▶ **DATA FOR REVIEW**:
+===+

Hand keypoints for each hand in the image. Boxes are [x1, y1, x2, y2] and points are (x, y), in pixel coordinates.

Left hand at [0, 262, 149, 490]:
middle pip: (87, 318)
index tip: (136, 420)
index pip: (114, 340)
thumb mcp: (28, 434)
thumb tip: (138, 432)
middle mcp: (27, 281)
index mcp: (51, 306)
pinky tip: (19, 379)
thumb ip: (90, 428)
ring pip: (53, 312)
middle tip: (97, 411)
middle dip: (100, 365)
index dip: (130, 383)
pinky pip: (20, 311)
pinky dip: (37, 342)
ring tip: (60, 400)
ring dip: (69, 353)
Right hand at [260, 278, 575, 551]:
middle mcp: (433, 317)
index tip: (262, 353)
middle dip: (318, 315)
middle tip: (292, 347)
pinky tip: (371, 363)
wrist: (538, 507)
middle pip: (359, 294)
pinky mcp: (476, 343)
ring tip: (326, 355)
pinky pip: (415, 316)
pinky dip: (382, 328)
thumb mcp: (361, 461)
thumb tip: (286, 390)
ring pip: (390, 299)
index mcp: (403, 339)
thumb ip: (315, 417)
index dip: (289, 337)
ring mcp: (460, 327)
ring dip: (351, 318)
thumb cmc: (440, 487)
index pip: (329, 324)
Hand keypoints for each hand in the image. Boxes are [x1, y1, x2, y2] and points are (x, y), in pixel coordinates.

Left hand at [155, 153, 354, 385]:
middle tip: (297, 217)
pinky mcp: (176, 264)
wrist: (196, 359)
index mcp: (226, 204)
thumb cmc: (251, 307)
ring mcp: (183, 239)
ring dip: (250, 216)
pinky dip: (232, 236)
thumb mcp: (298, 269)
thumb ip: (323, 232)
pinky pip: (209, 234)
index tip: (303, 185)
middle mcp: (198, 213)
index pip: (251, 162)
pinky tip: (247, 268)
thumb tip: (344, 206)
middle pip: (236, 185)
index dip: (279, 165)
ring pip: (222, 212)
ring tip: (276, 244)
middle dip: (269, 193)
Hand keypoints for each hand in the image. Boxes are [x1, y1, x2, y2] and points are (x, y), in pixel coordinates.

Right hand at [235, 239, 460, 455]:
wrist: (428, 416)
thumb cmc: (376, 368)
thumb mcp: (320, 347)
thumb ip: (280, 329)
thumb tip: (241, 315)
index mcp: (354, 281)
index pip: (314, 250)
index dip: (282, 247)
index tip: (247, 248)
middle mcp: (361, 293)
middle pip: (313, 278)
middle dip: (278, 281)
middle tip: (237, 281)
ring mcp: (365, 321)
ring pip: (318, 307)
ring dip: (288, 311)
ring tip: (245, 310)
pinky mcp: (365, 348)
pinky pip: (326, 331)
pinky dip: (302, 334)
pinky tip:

+===+

▶ **EXERCISE PROMPT**: Repeat each entry exactly.

▶ **ANSWER FOR THE TASK**:
Hand keypoints for each hand in the image. Boxes are [x1, y1, x2, y2] and points are (x, y), in pixel coordinates.

Left hand at [0, 262, 149, 490]:
middle pip: (87, 318)
index tip: (136, 420)
index pip: (114, 340)
thumb mcp: (28, 434)
thumb tip: (138, 432)
middle mcp: (27, 281)
index mcp: (51, 306)
pinky tip: (19, 379)
thumb ip: (90, 428)
ring pip: (53, 312)
middle tip: (97, 411)
middle dip: (100, 365)
index dip: (130, 383)
pinky pip: (20, 311)
pinky dip: (37, 342)
ring tip: (60, 400)
ring dip: (69, 353)
Right hand at [260, 278, 575, 551]:
middle mcp: (433, 317)
index tip: (262, 353)
middle dip: (318, 315)
middle tip: (292, 347)
pinky tip: (371, 363)
wrist: (538, 507)
middle pip: (359, 294)
pinky mcp: (476, 343)
ring tip: (326, 355)
pinky pip: (415, 316)
pinky dip: (382, 328)
thumb mcp: (361, 461)
thumb tip: (286, 390)
ring pip: (390, 299)
index mcp: (403, 339)
thumb ip: (315, 417)
index dip: (289, 337)
ring mcp: (460, 327)
ring dip: (351, 318)
thumb cmc: (440, 487)
index pip: (329, 324)
Hand keypoints for each hand in the image. Boxes are [x1, y1, x2, y2] and points are (x, y), in pixel coordinates.

Left hand at [155, 153, 354, 385]:
middle tip: (297, 217)
pinky mcp: (176, 264)
wrist: (196, 359)
index mcp: (226, 204)
thumb cmc: (251, 307)
ring mcp: (183, 239)
ring dip: (250, 216)
pinky dip: (232, 236)
thumb mcp: (298, 269)
thumb ip: (323, 232)
pinky pip: (209, 234)
index tip: (303, 185)
middle mcp: (198, 213)
index pip: (251, 162)
pinky tip: (247, 268)
thumb tip: (344, 206)
middle pip: (236, 185)
index dip: (279, 165)
ring pip: (222, 212)
ring tip: (276, 244)
middle dip: (269, 193)
Hand keypoints for each hand in the image. Boxes are [x1, y1, x2, y2] and points are (x, y), in pixel coordinates.

Right hand at [235, 239, 460, 455]:
wrist: (428, 416)
thumb cmc: (376, 368)
thumb mcp: (320, 347)
thumb ip: (280, 329)
thumb tip: (241, 315)
index mcp: (354, 281)
index pip: (314, 250)
index dip: (282, 247)
index tip: (247, 248)
middle mcp: (361, 293)
middle pip: (313, 278)
middle dip: (278, 281)
middle tip: (237, 281)
ring mcp: (365, 321)
ring pip: (318, 307)
ring dip: (288, 311)
ring tip: (245, 310)
pinky mcp: (365, 348)
pinky pip: (326, 331)
pinky dip: (302, 334)
pinky tip:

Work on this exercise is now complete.